2008年11月7日金曜日

百十六

 津田は纏《まと》まらない事をそれからそれへと考えた。そのうちいつか午過《ひるす》ぎになってしまった。彼の頭は疲れていた。もう一つ事を長く思い続ける勇気がなくなった。しかし秋とは云いながら、独《ひと》り寝ているには日があまりに長過ぎた。彼は退屈を感じ出した。そうしてまたお延の方に想《おも》いを馳《は》せた。彼女の姿を今日も自分の眼の前に予期していた彼は横着《おうちゃく》であった。今まで彼女の手前|憚《はば》からなければならないような事ばかりを、さんざん考え抜いたあげく、それが厭《いや》になると、すぐお延はもう来そうなものだと思って平気でいた。自然頭の中に湧《わ》いて出るものに対して、責任はもてないという弁解さえその時の彼にはなかった。彼の見たお延に不可解な点がある代りに、自分もお延の知らない事実を、胸の中《うち》に納めているのだぐらいの料簡《りょうけん》は、遠くの方で働らいていたかも知れないが、それさえ、いざとならなければ判然《はっきり》した言葉になって、彼の頭に現われて来るはずがなかった。

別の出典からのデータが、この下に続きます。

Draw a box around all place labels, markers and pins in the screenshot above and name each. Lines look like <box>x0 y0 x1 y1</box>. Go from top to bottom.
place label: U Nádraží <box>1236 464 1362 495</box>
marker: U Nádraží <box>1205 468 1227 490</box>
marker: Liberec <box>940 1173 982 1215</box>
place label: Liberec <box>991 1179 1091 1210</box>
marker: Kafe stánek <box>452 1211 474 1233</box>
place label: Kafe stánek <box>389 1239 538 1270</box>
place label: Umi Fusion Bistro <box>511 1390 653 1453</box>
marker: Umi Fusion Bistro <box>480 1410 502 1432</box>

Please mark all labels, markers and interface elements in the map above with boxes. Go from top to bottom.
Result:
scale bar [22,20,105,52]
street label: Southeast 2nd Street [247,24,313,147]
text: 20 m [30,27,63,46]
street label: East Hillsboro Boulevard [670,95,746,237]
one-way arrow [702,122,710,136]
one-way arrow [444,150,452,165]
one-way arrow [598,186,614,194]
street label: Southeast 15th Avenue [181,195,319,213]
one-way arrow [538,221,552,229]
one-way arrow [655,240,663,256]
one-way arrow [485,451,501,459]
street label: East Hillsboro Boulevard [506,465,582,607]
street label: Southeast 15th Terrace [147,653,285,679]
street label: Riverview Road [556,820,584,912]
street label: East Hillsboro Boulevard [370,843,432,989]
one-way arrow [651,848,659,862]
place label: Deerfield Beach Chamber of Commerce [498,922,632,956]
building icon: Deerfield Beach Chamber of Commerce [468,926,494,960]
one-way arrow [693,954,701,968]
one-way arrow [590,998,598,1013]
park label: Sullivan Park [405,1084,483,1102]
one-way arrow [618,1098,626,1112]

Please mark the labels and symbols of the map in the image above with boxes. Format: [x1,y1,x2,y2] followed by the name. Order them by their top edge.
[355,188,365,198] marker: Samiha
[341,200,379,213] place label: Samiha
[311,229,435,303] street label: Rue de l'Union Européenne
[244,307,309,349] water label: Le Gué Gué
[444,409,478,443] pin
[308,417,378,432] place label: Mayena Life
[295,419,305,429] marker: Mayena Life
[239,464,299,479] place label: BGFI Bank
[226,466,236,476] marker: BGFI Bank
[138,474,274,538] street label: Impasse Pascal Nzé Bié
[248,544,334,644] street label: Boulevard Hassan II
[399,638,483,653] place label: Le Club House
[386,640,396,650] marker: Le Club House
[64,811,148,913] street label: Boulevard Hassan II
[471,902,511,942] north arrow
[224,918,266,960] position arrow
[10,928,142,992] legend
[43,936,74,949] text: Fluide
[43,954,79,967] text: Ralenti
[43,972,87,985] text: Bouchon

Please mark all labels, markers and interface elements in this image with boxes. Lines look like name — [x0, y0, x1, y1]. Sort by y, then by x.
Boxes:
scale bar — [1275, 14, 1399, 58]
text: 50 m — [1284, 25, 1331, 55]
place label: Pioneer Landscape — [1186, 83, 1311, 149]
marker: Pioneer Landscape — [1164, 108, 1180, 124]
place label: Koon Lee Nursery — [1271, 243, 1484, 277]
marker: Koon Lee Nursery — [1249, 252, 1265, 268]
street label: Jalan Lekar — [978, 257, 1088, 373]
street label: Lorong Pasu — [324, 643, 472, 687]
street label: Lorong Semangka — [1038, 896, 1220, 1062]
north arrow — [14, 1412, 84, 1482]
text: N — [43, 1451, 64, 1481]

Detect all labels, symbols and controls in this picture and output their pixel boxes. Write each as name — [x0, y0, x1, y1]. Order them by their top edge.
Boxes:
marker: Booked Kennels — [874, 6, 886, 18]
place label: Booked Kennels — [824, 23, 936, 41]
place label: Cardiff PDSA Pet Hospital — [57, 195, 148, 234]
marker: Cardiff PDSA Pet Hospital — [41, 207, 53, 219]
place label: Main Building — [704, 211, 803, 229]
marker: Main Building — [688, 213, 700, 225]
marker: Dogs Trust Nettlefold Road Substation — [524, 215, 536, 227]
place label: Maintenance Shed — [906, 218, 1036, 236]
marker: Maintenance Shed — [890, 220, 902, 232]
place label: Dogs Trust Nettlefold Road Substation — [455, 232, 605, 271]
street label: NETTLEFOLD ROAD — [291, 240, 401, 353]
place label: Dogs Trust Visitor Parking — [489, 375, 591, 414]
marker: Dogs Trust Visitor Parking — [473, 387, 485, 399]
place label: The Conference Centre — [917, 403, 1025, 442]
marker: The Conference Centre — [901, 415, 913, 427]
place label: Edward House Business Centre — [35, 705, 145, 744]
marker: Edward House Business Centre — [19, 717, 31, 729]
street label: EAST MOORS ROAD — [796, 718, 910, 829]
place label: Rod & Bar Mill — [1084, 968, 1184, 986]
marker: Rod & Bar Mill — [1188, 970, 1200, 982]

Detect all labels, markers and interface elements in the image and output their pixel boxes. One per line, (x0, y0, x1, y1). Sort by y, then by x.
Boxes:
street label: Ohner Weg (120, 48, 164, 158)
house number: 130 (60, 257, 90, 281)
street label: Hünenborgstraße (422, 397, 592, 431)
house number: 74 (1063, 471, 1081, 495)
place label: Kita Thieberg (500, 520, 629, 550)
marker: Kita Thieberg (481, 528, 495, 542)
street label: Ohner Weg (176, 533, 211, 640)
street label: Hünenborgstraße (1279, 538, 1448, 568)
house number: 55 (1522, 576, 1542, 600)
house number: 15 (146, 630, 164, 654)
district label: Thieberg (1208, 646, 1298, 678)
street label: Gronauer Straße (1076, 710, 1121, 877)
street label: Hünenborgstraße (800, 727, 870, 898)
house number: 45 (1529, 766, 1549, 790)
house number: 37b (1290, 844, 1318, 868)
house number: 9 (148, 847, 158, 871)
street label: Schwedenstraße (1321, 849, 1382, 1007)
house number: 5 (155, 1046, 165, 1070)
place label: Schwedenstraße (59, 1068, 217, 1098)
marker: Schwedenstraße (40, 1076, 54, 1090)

 お延はなかなか来なかった。お延以上に待たれる吉川夫人は固《もと》より姿を見せなかった。津田は面白くなかった。先刻《さっき》から近くで誰かがやっている、彼の最も嫌《きらい》な謡《うたい》の声が、不快に彼の耳を刺戟《しげき》した。彼の記憶にある謡曲指南《ようきょくしなん》という細長い看板が急に思い出された。それは洗濯屋の筋向うに当る二階建の家《うち》であった。二階が稽古《けいこ》をする座敷にでもなっていると見えて、距離の割に声の方がむやみに大きく響いた。他《ひと》が勝手にやっているものを止《や》めさせる権利をどこにも見出《みいだ》し得ない彼は、彼の不平をどうする事もできなかった。彼はただ早く退院したいと思うだけであった。
 柳の木の後《うしろ》にある赤い煉瓦造《れんがづく》りの倉に、山形《やまがた》の下に一を引いた屋号のような紋が付いていて、その左右に何のためとも解《わか》らない、大きな折釘《おれくぎ》に似たものが壁の中から突き出している所を、津田が見るとも見ないとも片のつかない眼で、ぼんやり眺めていた時、遠慮のない足音が急に聞こえて、誰かが階子段《はしごだん》を、どしどし上《のぼ》って来た。津田はおやと思った。この足音の調子から、その主がもう七分通り、彼の頭の中では推定されていた。
 彼の予覚はすぐ事実になった。彼が室《へや》の入口に眼を転ずると、ほとんどおッつかッつに、小林は貰い立ての外套《がいとう》を着たままつかつか入って来た。
「どうかね」
 彼はすぐ胡坐《あぐら》をかいた。津田はむしろ苦しそうな笑いを挨拶《あいさつ》の代りにした。何しに来たんだという心持が、顔を見ると共にもう起っていた。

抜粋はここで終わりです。